== Task to carry out ==
Please print out the entries below unchanged and skip the images.

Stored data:
Content starts

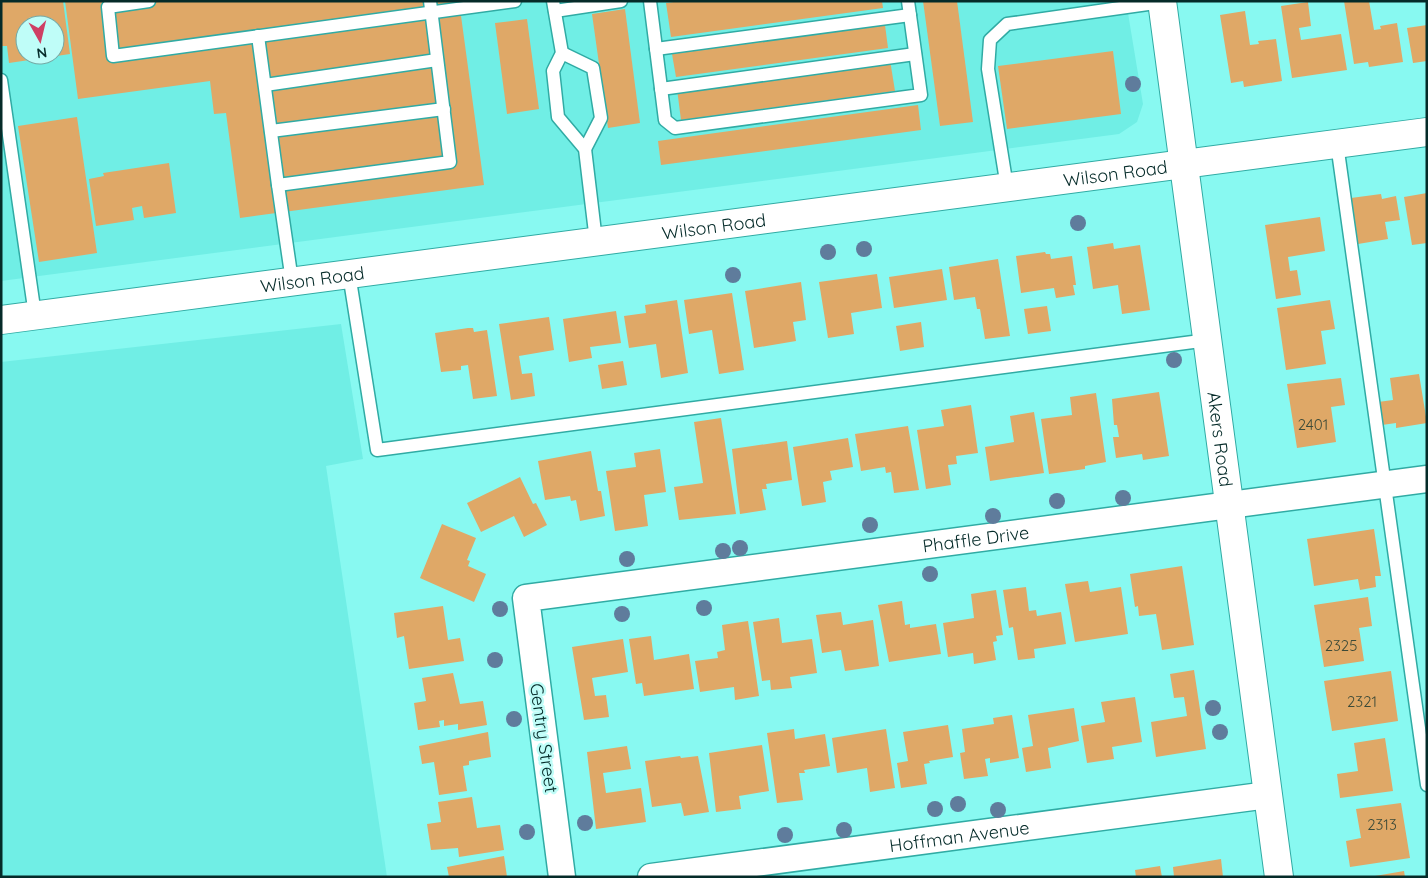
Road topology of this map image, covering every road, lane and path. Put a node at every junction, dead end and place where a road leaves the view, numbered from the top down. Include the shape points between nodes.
1 (149, 1) edge
2 (515, 1) edge
3 (621, 1) edge
4 (650, 1) edge
5 (908, 1) edge
6 (1162, 1) edge
7 (554, 6) edge
8 (430, 7) edge
9 (910, 15) junction
10 (258, 36) junction
11 (656, 49) junction
12 (562, 53) junction
13 (915, 54) junction
14 (437, 60) junction
15 (1, 80) edge
16 (265, 85) junction
17 (661, 89) junction
18 (444, 109) junction
19 (271, 131) junction
20 (1427, 132) edge
21 (1337, 144) junction
22 (584, 149) junction
23 (1185, 164) junction
24 (278, 184) junction
25 (1007, 187) junction
26 (596, 241) junction
27 (349, 274) junction
28 (292, 281) junction
29 (36, 315) junction
30 (1, 320) edge
31 (1208, 340) junction
32 (1427, 479) edge
33 (1385, 485) junction
34 (1230, 505) junction
35 (526, 598) joint
36 (1427, 785) edge
37 (1268, 795) junction
38 (562, 877) edge
39 (651, 877) edge
40 (1279, 877) edge

1 - 10 lane via 108,7 113,56
2 - 8 lane
3 - 7 lane
4 - 11 lane
5 - 9 lane
6 - 23 street, Akers Road
6 - 25 lane via 1007,24 990,40 988,69
7 - 12 lane
8 - 10 lane
8 - 14 lane
9 - 11 lane
9 - 13 lane
10 - 16 lane
11 - 17 lane
12 - 22 lane via 553,71 558,117
12 - 22 lane via 593,68 601,118
13 - 17 lane
13 - 17 lane via 921,95 675,128 666,120
14 - 16 lane
14 - 18 lane
15 - 29 lane
16 - 19 lane
18 - 19 lane
18 - 24 lane via 450,162
19 - 24 lane
20 - 21 street, Wilson Road
21 - 23 street, Wilson Road
21 - 33 lane
22 - 26 lane
23 - 25 street, Wilson Road
23 - 31 street, Akers Road
24 - 28 lane
25 - 26 street, Wilson Road
26 - 27 street, Wilson Road
27 - 28 street, Wilson Road
27 - 31 lane via 377,450
28 - 29 street, Wilson Road
29 - 30 street, Wilson Road
31 - 34 street, Akers Road
32 - 33 street, Phaffle Drive
33 - 34 street, Phaffle Drive
33 - 36 lane
34 - 35 street, Phaffle Drive
34 - 37 street, Akers Road
35 - 38 street, Gentry Street
37 - 39 street, Hoffman Avenue
37 - 40 street, Akers Road

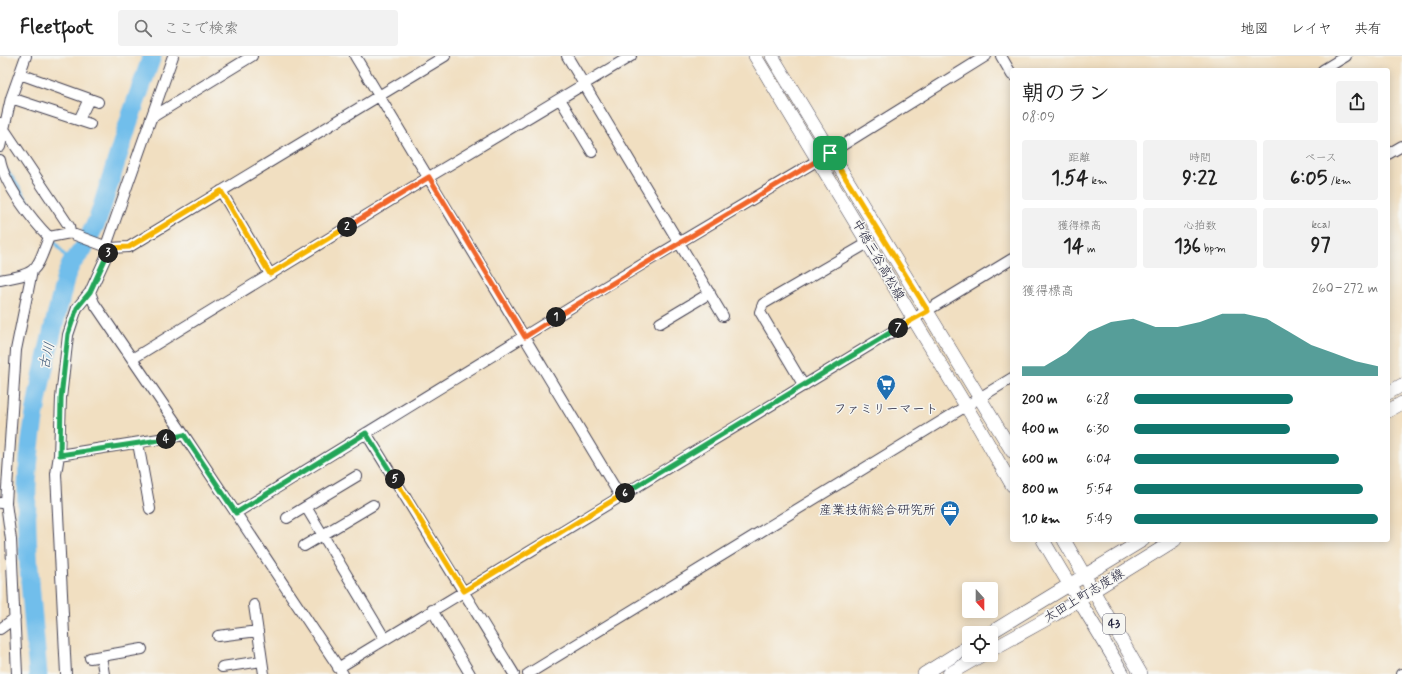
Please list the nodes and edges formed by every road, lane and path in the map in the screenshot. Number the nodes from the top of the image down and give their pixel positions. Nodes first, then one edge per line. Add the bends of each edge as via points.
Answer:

Content ends

== Task answer ==
Road topology of this map image, covering every road, lane and path. Put a node at every junction, dead end and place where a road leaves the view, numbered from the top down. Include the shape points between nodes.
1 (149, 1) edge
2 (515, 1) edge
3 (621, 1) edge
4 (650, 1) edge
5 (908, 1) edge
6 (1162, 1) edge
7 (554, 6) edge
8 (430, 7) edge
9 (910, 15) junction
10 (258, 36) junction
11 (656, 49) junction
12 (562, 53) junction
13 (915, 54) junction
14 (437, 60) junction
15 (1, 80) edge
16 (265, 85) junction
17 (661, 89) junction
18 (444, 109) junction
19 (271, 131) junction
20 (1427, 132) edge
21 (1337, 144) junction
22 (584, 149) junction
23 (1185, 164) junction
24 (278, 184) junction
25 (1007, 187) junction
26 (596, 241) junction
27 (349, 274) junction
28 (292, 281) junction
29 (36, 315) junction
30 (1, 320) edge
31 (1208, 340) junction
32 (1427, 479) edge
33 (1385, 485) junction
34 (1230, 505) junction
35 (526, 598) joint
36 (1427, 785) edge
37 (1268, 795) junction
38 (562, 877) edge
39 (651, 877) edge
40 (1279, 877) edge

1 - 10 lane via 108,7 113,56
2 - 8 lane
3 - 7 lane
4 - 11 lane
5 - 9 lane
6 - 23 street, Akers Road
6 - 25 lane via 1007,24 990,40 988,69
7 - 12 lane
8 - 10 lane
8 - 14 lane
9 - 11 lane
9 - 13 lane
10 - 16 lane
11 - 17 lane
12 - 22 lane via 553,71 558,117
12 - 22 lane via 593,68 601,118
13 - 17 lane
13 - 17 lane via 921,95 675,128 666,120
14 - 16 lane
14 - 18 lane
15 - 29 lane
16 - 19 lane
18 - 19 lane
18 - 24 lane via 450,162
19 - 24 lane
20 - 21 street, Wilson Road
21 - 23 street, Wilson Road
21 - 33 lane
22 - 26 lane
23 - 25 street, Wilson Road
23 - 31 street, Akers Road
24 - 28 lane
25 - 26 street, Wilson Road
26 - 27 street, Wilson Road
27 - 28 street, Wilson Road
27 - 31 lane via 377,450
28 - 29 street, Wilson Road
29 - 30 street, Wilson Road
31 - 34 street, Akers Road
32 - 33 street, Phaffle Drive
33 - 34 street, Phaffle Drive
33 - 36 lane
34 - 35 street, Phaffle Drive
34 - 37 street, Akers Road
35 - 38 street, Gentry Street
37 - 39 street, Hoffman Avenue
37 - 40 street, Akers Road

Please list the nodes and edges formed by every road, lane and path in the map in the screenshot. Number the nodes from the top of the image down and give their pixel positions. Nodes first, then one edge per line. Add the bends of each edge as via points.
Answer:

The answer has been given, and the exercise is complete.